* **Exercise**:
Write out the stretch of lines below that begins at the line with "middle tip: (442, 148)" and ends at the line with "wrist: (341, 361)", including both, exactly as given and nothing more.

* **Records for this exercise**:
━━━━━━━━━━
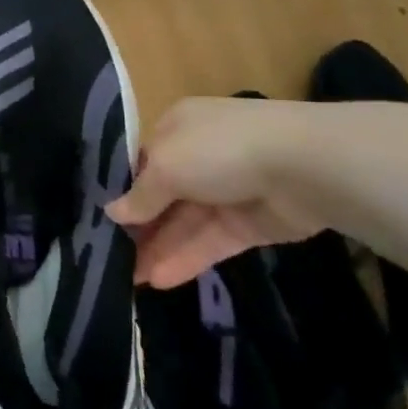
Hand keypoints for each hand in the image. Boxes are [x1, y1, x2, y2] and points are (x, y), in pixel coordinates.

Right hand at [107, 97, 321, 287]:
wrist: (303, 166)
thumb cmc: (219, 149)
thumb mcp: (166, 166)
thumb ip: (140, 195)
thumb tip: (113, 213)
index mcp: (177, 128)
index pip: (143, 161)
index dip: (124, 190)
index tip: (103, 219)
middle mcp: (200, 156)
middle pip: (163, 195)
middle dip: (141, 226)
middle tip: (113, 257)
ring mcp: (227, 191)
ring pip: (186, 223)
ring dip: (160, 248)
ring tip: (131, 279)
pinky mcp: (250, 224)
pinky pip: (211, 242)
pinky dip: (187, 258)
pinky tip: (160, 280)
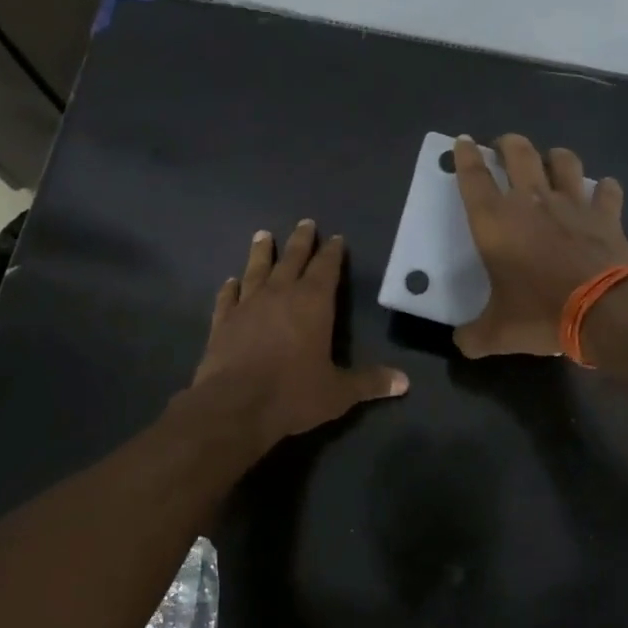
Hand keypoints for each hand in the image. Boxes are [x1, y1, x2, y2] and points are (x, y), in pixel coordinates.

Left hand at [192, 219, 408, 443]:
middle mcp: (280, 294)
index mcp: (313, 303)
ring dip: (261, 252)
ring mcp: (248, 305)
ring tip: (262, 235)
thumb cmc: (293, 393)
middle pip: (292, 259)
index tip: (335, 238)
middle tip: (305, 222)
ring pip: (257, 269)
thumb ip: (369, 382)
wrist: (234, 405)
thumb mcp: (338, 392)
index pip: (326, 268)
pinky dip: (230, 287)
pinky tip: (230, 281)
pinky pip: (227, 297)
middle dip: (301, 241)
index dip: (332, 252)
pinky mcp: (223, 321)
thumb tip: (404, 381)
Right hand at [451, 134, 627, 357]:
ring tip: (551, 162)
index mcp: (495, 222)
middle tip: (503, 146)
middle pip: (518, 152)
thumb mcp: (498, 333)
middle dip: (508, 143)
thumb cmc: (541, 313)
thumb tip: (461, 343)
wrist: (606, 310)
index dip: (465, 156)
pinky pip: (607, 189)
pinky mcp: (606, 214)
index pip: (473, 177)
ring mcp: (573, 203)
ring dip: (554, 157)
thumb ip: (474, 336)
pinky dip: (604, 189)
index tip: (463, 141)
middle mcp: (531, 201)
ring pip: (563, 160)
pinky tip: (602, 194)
━━━━━━━━━━
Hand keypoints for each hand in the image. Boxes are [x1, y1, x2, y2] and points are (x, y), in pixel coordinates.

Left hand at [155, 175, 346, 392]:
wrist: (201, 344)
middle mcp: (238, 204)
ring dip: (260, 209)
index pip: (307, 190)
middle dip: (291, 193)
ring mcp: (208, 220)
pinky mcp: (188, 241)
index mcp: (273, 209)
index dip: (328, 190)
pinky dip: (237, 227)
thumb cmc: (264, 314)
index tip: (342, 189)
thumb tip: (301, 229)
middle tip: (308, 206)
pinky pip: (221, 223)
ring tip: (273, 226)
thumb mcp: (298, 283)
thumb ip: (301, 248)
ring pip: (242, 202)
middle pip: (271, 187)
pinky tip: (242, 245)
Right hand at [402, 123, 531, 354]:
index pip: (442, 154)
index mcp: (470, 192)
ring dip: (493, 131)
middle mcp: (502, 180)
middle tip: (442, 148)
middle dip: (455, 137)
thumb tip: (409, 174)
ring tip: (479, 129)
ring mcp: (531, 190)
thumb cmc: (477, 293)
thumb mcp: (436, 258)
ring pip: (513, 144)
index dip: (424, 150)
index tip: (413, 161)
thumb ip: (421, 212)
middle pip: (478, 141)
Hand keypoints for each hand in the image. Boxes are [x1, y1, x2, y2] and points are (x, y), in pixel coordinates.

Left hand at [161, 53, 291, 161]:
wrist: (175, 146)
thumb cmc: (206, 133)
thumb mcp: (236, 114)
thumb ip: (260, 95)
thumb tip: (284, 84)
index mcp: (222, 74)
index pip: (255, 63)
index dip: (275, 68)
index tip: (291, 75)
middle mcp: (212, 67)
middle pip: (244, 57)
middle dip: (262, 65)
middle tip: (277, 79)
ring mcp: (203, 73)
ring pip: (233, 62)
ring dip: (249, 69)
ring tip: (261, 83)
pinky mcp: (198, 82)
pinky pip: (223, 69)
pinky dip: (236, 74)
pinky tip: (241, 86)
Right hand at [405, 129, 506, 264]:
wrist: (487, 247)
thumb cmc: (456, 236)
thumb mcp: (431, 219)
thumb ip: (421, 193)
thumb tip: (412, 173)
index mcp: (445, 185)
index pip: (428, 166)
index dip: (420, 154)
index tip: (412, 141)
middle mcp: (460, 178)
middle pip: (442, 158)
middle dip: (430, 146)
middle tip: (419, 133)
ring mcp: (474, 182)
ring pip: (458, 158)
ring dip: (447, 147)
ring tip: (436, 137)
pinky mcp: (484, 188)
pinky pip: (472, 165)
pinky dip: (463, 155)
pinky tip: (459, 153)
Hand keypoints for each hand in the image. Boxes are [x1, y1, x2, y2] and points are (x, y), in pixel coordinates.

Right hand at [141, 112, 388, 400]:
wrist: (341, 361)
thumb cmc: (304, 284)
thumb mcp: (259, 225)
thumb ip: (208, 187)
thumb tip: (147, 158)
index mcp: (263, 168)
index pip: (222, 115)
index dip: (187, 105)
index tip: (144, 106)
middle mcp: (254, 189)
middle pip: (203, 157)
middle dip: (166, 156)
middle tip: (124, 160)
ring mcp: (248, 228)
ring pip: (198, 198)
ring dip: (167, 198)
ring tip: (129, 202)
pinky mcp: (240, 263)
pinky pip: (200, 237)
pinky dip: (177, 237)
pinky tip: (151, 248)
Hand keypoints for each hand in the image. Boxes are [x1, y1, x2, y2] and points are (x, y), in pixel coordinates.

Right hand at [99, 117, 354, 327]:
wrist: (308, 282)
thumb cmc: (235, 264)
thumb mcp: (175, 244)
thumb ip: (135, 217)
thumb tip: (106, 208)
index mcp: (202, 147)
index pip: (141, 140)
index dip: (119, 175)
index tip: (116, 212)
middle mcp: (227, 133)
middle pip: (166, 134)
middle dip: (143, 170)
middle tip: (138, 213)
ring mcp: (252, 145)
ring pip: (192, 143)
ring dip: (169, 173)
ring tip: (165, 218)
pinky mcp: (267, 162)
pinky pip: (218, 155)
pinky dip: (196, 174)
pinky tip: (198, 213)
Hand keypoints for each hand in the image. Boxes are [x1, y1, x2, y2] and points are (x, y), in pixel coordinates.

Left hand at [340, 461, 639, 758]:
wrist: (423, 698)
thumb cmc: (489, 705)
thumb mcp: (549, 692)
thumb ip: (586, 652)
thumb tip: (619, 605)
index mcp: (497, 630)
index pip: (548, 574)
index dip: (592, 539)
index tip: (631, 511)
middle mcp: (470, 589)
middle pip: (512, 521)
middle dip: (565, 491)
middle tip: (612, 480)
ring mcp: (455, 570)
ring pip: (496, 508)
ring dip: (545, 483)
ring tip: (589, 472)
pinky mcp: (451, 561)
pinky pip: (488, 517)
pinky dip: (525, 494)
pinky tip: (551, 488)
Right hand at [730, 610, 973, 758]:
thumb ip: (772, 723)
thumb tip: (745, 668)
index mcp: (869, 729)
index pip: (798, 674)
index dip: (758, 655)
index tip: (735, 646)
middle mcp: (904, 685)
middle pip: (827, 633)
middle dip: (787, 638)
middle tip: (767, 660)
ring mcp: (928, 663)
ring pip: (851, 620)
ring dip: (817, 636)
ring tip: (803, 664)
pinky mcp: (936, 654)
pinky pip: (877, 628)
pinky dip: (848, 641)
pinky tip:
━━━━━━━━━━
* **Problem solution**:
middle tip: (442, 148)
middle dip: (455, 137)
thumb tip: (409, 174)
ring tip: (479, 129)
ring mcp: (531, 190)
thumb cmc: (477, 293)
thumb mcp: (436, 258)
ring pip: (513, 144)
index dip: (424, 150)
index tip: (413, 161)
thumb ip: (421, 212)
middle pip: (478, 141)
Hand keypoints for each hand in the image. Boxes are [x1, y1, x2, y2] and points are (x, y), in pixel coordinates.

Left hand at [161, 53, 291, 161]:
wrist: (175, 146)
thumb cmc: (206, 133)
thumb mcp: (236, 114)
thumb ip: (260, 95)
thumb tip: (284, 84)
index mcp: (222, 74)
index pip: (255, 63)
index dip: (275, 68)
index tip: (291, 75)
middle mcp: (212, 67)
middle pip: (244, 57)
middle dip: (262, 65)
middle tip: (277, 79)
ring mcp: (203, 73)
ring pip: (233, 62)
ring dip: (249, 69)
ring tip: (261, 83)
pinky mcp: (198, 82)
pinky pip: (223, 69)
pinky dip: (236, 74)
pinky tip: (241, 86)
Right hand at [405, 129, 506, 264]:
wrist: (487, 247)
thumb cmc: (456, 236)
thumb mcp: (431, 219)
thumb ip: (421, 193)
thumb tip: (412, 173)
index mcp: (445, 185)
index pip: (428, 166)
index dip: (420, 154)
index tip: (412, 141)
middle mcp: (460, 178)
middle pip: (442, 158)
middle dip: (430, 146)
middle tip: (419, 133)
ring mcp: (474, 182)
ring pip: (458, 158)
ring dip: (447, 147)
ring tip: (436, 137)
pinky mcp: (484, 188)
pinky pip: (472, 165)
pinky dip: (463, 155)
pinky tip: (459, 153)
Hand keypoints for each hand in the image. Boxes are [x1, y1, x2, y2] and points are (x, y), in pixel coordinates.

Right hand at [141, 112, 388, 400]:
wrist: (341, 361)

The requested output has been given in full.